> [ASSIGNMENT]: Search the entries below for "Radura". Report each line where it occurs.
--- RECORD EXCERPTS Enclosed Below ---
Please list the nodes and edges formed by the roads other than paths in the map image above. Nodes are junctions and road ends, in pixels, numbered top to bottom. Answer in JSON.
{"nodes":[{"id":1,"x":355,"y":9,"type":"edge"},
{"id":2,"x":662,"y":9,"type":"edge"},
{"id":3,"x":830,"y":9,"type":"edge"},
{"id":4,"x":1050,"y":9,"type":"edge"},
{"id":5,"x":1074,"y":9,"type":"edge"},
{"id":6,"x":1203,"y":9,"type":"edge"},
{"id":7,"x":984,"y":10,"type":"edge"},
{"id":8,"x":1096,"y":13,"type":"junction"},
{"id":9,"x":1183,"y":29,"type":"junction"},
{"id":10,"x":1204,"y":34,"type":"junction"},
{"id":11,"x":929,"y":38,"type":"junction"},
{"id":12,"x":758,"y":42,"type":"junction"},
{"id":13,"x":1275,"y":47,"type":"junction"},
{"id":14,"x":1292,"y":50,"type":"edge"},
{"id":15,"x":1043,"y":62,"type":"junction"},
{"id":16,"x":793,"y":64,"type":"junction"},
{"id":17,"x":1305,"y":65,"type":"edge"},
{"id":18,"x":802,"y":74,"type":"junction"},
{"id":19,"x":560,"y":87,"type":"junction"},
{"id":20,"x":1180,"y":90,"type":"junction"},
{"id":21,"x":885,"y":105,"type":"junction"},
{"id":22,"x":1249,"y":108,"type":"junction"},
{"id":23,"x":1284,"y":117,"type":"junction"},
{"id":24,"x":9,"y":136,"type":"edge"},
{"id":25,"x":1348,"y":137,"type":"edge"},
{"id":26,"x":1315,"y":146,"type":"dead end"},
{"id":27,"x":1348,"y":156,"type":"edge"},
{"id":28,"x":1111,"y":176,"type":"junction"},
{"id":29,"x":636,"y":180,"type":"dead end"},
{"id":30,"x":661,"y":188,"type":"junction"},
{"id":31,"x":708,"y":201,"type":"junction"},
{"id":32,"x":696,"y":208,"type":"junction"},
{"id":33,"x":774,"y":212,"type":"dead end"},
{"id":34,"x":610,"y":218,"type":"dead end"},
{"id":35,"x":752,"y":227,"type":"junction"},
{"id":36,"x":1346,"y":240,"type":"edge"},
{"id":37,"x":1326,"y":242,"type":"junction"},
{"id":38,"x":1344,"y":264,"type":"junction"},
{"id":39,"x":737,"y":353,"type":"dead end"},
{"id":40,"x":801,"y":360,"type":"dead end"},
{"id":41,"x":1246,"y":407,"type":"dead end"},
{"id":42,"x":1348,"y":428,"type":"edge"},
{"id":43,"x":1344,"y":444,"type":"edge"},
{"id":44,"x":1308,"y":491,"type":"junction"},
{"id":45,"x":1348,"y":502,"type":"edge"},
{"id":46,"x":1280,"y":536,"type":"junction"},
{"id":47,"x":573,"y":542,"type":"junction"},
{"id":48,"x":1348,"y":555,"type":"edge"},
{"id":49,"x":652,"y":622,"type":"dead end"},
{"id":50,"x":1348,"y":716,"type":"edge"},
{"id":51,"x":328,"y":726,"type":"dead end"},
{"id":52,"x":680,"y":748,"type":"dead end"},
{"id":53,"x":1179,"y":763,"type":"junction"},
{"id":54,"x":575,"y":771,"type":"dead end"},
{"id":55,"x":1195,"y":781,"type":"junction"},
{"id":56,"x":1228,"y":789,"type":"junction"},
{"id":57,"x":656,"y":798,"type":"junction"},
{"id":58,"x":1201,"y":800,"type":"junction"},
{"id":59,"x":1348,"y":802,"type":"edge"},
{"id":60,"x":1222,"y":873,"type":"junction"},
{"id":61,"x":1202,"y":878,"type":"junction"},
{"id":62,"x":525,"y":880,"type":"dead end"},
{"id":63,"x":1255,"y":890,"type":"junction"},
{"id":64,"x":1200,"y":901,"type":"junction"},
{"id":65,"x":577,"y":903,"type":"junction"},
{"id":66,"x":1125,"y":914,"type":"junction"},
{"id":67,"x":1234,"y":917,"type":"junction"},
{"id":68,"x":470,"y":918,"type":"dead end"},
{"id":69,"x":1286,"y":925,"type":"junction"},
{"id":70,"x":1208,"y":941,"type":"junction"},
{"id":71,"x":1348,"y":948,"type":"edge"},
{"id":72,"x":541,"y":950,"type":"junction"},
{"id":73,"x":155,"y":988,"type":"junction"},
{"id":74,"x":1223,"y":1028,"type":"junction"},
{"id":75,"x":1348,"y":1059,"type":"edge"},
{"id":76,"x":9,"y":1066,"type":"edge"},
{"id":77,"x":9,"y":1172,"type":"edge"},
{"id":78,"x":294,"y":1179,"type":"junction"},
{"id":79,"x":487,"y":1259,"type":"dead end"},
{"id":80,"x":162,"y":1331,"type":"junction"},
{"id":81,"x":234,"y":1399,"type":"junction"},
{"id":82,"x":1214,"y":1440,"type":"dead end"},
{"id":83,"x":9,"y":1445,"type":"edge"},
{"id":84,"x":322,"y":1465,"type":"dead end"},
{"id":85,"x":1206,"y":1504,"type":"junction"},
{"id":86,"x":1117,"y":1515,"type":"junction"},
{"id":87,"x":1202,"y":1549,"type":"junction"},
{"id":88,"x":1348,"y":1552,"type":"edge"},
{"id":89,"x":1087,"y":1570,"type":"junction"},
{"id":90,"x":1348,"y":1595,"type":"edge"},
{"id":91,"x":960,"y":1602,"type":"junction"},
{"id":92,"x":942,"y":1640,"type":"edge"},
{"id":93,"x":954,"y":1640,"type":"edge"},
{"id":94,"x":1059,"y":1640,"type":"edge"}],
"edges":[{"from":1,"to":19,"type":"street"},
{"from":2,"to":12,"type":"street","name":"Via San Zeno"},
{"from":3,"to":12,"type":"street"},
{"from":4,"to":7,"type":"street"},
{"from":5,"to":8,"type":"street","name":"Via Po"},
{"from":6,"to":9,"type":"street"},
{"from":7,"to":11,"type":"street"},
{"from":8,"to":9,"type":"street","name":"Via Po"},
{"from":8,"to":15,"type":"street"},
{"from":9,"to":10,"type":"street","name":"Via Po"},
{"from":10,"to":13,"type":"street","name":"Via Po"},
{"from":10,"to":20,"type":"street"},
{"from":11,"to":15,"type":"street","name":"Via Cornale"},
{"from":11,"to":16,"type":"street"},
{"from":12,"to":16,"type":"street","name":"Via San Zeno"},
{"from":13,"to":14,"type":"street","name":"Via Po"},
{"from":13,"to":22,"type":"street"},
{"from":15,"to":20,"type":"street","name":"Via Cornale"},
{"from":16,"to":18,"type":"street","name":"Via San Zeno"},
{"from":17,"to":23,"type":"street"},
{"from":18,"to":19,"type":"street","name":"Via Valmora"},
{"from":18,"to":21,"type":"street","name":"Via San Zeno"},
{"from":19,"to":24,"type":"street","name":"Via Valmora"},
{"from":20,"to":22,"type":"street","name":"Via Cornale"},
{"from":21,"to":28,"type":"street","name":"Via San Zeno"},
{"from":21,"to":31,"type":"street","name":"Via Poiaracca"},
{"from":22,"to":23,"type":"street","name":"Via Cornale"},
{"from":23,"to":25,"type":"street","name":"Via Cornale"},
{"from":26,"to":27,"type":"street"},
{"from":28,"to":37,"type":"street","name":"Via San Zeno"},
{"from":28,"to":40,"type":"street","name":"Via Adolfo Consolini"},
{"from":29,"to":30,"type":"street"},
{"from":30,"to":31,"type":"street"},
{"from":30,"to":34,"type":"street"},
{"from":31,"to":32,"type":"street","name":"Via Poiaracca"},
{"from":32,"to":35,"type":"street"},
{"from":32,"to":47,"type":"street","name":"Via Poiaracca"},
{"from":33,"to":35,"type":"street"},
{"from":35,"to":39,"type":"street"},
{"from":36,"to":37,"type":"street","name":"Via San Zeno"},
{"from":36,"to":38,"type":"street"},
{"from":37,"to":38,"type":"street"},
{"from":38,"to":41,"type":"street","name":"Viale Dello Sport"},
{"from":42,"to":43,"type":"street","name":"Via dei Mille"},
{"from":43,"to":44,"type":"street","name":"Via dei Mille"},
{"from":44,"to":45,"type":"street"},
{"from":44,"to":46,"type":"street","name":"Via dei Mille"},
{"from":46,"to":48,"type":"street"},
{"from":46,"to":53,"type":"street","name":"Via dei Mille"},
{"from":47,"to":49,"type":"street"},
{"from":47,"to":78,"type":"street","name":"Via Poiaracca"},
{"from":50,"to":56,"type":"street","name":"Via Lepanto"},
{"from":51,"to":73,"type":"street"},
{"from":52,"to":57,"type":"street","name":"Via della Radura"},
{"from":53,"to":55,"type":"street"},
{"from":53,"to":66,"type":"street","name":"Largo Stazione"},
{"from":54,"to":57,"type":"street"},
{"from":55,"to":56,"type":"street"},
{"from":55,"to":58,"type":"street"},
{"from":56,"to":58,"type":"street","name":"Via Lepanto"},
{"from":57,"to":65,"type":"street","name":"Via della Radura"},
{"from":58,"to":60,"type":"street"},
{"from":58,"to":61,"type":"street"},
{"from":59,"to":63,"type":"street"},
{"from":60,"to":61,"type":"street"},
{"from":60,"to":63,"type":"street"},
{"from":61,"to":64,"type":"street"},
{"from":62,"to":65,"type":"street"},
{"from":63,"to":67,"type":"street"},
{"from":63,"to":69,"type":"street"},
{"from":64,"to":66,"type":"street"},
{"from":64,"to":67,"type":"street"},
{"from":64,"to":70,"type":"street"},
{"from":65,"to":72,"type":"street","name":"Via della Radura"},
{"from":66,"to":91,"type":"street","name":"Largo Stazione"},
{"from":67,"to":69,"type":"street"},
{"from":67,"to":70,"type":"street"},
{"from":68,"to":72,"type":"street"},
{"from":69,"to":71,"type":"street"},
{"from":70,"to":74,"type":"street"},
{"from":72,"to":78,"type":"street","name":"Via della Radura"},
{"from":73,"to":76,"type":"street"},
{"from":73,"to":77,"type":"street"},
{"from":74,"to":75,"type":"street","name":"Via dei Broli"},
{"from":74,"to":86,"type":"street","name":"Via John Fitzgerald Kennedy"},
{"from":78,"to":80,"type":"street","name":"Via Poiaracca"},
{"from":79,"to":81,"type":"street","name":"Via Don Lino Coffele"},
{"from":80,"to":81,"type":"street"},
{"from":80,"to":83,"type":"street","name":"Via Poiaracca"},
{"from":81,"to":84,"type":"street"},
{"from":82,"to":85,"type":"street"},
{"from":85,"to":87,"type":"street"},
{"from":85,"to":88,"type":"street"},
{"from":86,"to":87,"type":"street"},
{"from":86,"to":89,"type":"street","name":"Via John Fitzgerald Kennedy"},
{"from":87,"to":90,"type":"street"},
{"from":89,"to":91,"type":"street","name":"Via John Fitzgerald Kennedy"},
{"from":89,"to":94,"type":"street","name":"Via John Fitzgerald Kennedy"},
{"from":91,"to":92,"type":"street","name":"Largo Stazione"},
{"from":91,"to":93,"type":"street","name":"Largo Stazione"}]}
--- End of Enclosed RECORD EXCERPTS ---
> [PROBLEM SOLUTION]:
{"from":52,"to":57,"type":"street","name":"Via della Radura"},
{"from":57,"to":65,"type":"street","name":"Via della Radura"},
{"from":65,"to":72,"type":"street","name":"Via della Radura"},
{"from":72,"to":78,"type":"street","name":"Via della Radura"},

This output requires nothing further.